»»
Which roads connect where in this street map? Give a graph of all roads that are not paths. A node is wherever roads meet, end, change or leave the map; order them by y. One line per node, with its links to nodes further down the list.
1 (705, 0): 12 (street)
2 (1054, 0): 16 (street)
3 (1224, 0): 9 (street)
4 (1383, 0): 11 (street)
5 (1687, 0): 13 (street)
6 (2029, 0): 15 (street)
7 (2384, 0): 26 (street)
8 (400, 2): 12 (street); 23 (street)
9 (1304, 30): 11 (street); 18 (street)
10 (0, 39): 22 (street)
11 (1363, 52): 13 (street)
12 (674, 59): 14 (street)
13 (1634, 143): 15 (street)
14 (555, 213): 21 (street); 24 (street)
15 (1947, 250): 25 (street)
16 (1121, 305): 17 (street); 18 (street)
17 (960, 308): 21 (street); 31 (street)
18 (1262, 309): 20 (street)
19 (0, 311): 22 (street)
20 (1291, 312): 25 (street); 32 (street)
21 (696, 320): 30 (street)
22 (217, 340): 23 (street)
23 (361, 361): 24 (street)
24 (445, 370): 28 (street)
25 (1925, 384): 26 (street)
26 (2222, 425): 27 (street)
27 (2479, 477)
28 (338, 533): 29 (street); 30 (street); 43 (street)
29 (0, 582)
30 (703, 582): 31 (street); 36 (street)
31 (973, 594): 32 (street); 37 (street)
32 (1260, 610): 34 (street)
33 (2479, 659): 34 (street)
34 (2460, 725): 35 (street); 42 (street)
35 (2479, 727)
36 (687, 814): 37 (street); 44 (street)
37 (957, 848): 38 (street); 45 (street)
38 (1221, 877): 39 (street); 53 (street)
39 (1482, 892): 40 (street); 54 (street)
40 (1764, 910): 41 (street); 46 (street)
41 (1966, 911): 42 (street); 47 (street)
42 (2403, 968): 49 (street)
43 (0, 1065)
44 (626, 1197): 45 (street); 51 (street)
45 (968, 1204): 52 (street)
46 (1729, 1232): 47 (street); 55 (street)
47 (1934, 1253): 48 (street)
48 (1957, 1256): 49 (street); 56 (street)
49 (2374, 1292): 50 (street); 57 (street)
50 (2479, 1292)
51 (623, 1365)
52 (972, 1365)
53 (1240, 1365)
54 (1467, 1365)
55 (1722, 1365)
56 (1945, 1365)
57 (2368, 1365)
««
Each record is to be retyped exactly as it appears.

Which roads connect where in this street map? Give a graph of all roads that are not paths. A node is wherever roads meet, end, change or leave the map; order them by y. One line per node, with its links to nodes further down the list.
1 (705, 0): 12 (street)
2 (1054, 0): 16 (street)
3 (1224, 0): 9 (street)
4 (1383, 0): 11 (street)
5 (1687, 0): 13 (street)
6 (2029, 0): 15 (street)
7 (2384, 0): 26 (street)
8 (400, 2): 12 (street); 23 (street)
9 (1304, 30): 11 (street); 18 (street)
10 (0, 39): 22 (street)
11 (1363, 52): 13 (street)
12 (674, 59): 14 (street)
13 (1634, 143): 15 (street)
14 (555, 213): 21 (street); 24 (street)
15 (1947, 250): 25 (street)
16 (1121, 305): 17 (street); 18 (street)
17 (960, 308): 21 (street); 31 (street)
18 (1262, 309): 20 (street)
19 (0, 311): 22 (street)
20 (1291, 312): 25 (street); 32 (street)
21 (696, 320): 30 (street)
22 (217, 340): 23 (street)
23 (361, 361): 24 (street)
24 (445, 370): 28 (street)
25 (1925, 384): 26 (street)
26 (2222, 425): 27 (street)
27 (2479, 477)
28 (338, 533): 29 (street); 30 (street); 43 (street)
29 (0, 582)
30 (703, 582): 31 (street); 36 (street)
31 (973, 594): 32 (street); 37 (street)
32 (1260, 610): 34 (street)
33 (2479, 659): 34 (street)
34 (2460, 725): 35 (street); 42 (street)
35 (2479, 727)
36 (687, 814): 37 (street); 44 (street)
37 (957, 848): 38 (street); 45 (street)
38 (1221, 877): 39 (street); 53 (street)
39 (1482, 892): 40 (street); 54 (street)
40 (1764, 910): 41 (street); 46 (street)
41 (1966, 911): 42 (street); 47 (street)
42 (2403, 968): 49 (street)
43 (0, 1065)
44 (626, 1197): 45 (street); 51 (street)
45 (968, 1204): 52 (street)
46 (1729, 1232): 47 (street); 55 (street)
47 (1934, 1253): 48 (street)
48 (1957, 1256): 49 (street); 56 (street)
49 (2374, 1292): 50 (street); 57 (street)
50 (2479, 1292)
51 (623, 1365)
52 (972, 1365)
53 (1240, 1365)
54 (1467, 1365)
55 (1722, 1365)
56 (1945, 1365)
57 (2368, 1365)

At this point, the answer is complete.